My library consists of many images of varying sizes (some small, some not), but the entire library is nearly 100GB.

The Requirements

  • Easy Repository Rebuild - I must be able to easily rebuild the repository history from a working copy (even if the checkout is not a complete history)
  • Be network fault tolerant - A 50+GB repository takes a while to transfer. I must know that initial checkouts as well as future checkouts and commits can be continued if the network connection is disrupted.

The Candidates

I evaluated several SCM tools to solve this problem:

  • git
  • svn
  • git-svn
  • mercurial
  • boar (https://code.google.com/p/boar/)
  • bup (https://github.com/apenwarr/bup)
  • camilstore (https://camlistore.org/docs/overview)
  • a replicated filesystem

Git

I like git. Git works really well.... for most problems. But when it comes to big files and/or repositories, it's severely lacking. While I found numerous extensions that attempt to address the issue (git-annex, git-bigfiles, git-fat, git-media, etc.), none really work. The way git packs files and performs delta operations, it's extremely inefficient when it comes to large repositories, wanting to keep large portions of it in memory, which inevitably results in "Out of memory" errors when working on large repositories. All of the extensions attempt to resolve this problem by simply storing metadata about your files in git while keeping the content outside of the repository. However, this doesn't satisfy my need of doubling as a backup tool. Git also has a problem where an initial clone operation must complete fully for the checkout to work. In other words if you have any network hiccups (during your 100GB transfer), you'd have to start over.

Subversion

Subversion handles large files much better than git. The only real problem I had with it is that checkouts can't automatically serve as a repository backup. ie. there is no tool to easily take log data from a checkout and recreate a server from a working checkout. In my use case, I have a repository that I only ever add to (no deletes or modifications), so this would have been perfect, had it existed.

Git-svn

This seemed like the best of both worlds. I could use a Subversion server, checkout to a local git repository, then perhaps rebuild the subversion server from the working git repository if any problems occurred. Alas, I couldn't get this working.

Mercurial

Mercurial handles things quite similarly to git, however it doesn't suffer from interrupted network connection quite as badly as git does. It allows you to do partial checkouts, so you can simply specify smaller ranges and work your way until you checkout the entire repository.
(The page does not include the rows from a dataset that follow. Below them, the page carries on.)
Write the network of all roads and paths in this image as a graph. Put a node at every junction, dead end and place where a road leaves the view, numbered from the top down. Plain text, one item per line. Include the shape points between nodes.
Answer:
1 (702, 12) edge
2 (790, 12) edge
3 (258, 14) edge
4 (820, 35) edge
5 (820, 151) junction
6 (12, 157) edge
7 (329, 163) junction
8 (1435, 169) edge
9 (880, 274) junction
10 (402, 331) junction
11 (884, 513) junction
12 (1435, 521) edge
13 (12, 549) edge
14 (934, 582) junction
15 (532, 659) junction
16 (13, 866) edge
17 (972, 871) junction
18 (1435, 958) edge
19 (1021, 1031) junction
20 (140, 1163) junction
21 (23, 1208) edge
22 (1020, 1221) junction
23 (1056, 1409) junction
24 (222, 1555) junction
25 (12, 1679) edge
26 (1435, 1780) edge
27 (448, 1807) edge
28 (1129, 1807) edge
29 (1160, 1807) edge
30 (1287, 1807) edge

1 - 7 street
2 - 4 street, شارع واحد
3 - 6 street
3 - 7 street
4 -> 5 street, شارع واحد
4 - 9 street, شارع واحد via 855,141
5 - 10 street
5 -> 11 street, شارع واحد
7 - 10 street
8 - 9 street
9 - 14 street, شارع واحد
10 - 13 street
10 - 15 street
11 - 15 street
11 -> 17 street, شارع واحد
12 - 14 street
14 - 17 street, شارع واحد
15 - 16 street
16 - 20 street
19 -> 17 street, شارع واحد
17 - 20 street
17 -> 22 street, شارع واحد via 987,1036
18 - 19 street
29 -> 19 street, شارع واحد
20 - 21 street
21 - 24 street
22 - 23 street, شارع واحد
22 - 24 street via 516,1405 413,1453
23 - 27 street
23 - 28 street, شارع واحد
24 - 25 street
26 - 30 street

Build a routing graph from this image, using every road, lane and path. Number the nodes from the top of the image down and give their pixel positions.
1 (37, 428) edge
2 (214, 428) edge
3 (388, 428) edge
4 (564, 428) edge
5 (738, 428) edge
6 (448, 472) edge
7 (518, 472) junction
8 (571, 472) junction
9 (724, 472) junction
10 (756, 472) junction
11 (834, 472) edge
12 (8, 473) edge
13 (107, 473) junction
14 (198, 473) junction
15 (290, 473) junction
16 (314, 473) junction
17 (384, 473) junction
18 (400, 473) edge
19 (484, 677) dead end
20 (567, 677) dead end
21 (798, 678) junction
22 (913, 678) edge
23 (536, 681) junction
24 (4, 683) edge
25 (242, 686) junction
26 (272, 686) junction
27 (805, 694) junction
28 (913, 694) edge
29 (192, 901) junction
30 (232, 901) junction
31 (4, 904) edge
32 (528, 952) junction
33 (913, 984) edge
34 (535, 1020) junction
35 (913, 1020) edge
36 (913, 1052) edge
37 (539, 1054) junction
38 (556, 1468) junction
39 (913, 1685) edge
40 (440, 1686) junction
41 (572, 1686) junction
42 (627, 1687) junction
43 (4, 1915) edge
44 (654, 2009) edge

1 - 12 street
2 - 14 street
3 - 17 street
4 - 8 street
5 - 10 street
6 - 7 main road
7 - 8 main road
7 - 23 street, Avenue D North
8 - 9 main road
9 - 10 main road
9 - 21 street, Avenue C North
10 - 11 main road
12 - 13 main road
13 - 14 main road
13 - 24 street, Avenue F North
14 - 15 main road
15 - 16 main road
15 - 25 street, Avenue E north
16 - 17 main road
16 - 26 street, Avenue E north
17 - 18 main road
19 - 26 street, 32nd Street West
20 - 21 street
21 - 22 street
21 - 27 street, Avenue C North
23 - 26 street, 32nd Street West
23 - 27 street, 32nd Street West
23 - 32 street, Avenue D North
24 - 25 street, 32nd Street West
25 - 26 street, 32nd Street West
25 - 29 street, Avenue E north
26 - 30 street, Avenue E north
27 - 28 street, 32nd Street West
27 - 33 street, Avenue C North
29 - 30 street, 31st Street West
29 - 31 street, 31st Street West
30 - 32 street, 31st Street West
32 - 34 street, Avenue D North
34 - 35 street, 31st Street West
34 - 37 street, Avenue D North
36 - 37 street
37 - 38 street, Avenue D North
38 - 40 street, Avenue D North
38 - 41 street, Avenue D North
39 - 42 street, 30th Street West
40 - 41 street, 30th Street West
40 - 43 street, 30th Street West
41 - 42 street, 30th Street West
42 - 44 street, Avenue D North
I did end up getting this to work in Ubuntu. However, I didn't have any luck in CentOS, which causes me to question the longevity of the program.

Boar

Boar appears to be designed exactly for my purpose. However, it doesn't seem to have much of an active community around it. And there doesn't appear to be a way to convert between boar and svn/git.

Camilstore

Camilstore also appears to be designed for a similar purpose. But it also doesn't appear to have much community support.

Bup

Is a backup utility. It doesn't seem to be designed exactly for my purpose, but it may work for you. I decided it wasn't quite mature enough for my purpose.

Replicated Filesystem

This is certainly one of the easiest options, but it doesn't afford me any of the integrity checking that I want.

Conclusion

I see little alternative but to stay with subversion. It's still well supported and handles it's job well. However, I'll solve my backup problem by simply syncing the server repository with an Amazon S3 bucket (See my article on [Simple Backup to Amazon S3](/articles/computers-and-software/servers/simple-backup-to-amazon-s3/ "Simple Backup to Amazon S3")). I'd prefer a more elegant solution, but this appears to be the state of the art for the time being.